DATA FOR THIS TASK »
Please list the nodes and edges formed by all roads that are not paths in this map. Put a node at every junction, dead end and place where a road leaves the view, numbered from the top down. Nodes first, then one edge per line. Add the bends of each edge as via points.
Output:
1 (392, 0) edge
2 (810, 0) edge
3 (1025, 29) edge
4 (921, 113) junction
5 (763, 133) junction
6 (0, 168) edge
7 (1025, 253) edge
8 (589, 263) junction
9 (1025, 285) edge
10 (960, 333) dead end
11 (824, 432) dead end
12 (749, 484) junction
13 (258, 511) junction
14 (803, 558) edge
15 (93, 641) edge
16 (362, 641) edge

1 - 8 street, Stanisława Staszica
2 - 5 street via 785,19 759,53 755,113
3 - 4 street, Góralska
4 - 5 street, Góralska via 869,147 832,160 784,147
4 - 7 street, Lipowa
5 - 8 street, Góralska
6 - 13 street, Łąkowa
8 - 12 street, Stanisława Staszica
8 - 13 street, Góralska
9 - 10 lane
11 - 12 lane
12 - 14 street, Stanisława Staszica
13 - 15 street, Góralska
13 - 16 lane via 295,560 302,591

HOW TO COMPLETE THIS TASK » Restating the data word for word is the whole task.

REPLY »
Please list the nodes and edges formed by all roads that are not paths in this map. Put a node at every junction, dead end and place where a road leaves the view, numbered from the top down. Nodes first, then one edge per line. Add the bends of each edge as via points.
Output:
1 (392, 0) edge
2 (810, 0) edge
3 (1025, 29) edge
4 (921, 113) junction
5 (763, 133) junction
6 (0, 168) edge
7 (1025, 253) edge
8 (589, 263) junction
9 (1025, 285) edge
10 (960, 333) dead end
11 (824, 432) dead end
12 (749, 484) junction
13 (258, 511) junction
14 (803, 558) edge
15 (93, 641) edge
16 (362, 641) edge

1 - 8 street, Stanisława Staszica
2 - 5 street via 785,19 759,53 755,113
3 - 4 street, Góralska
4 - 5 street, Góralska via 869,147 832,160 784,147
4 - 7 street, Lipowa
5 - 8 street, Góralska
6 - 13 street, Łąkowa
8 - 12 street, Stanisława Staszica
8 - 13 street, Góralska
9 - 10 lane
11 - 12 lane
12 - 14 street, Stanisława Staszica
13 - 15 street, Góralska
13 - 16 lane via 295,560 302,591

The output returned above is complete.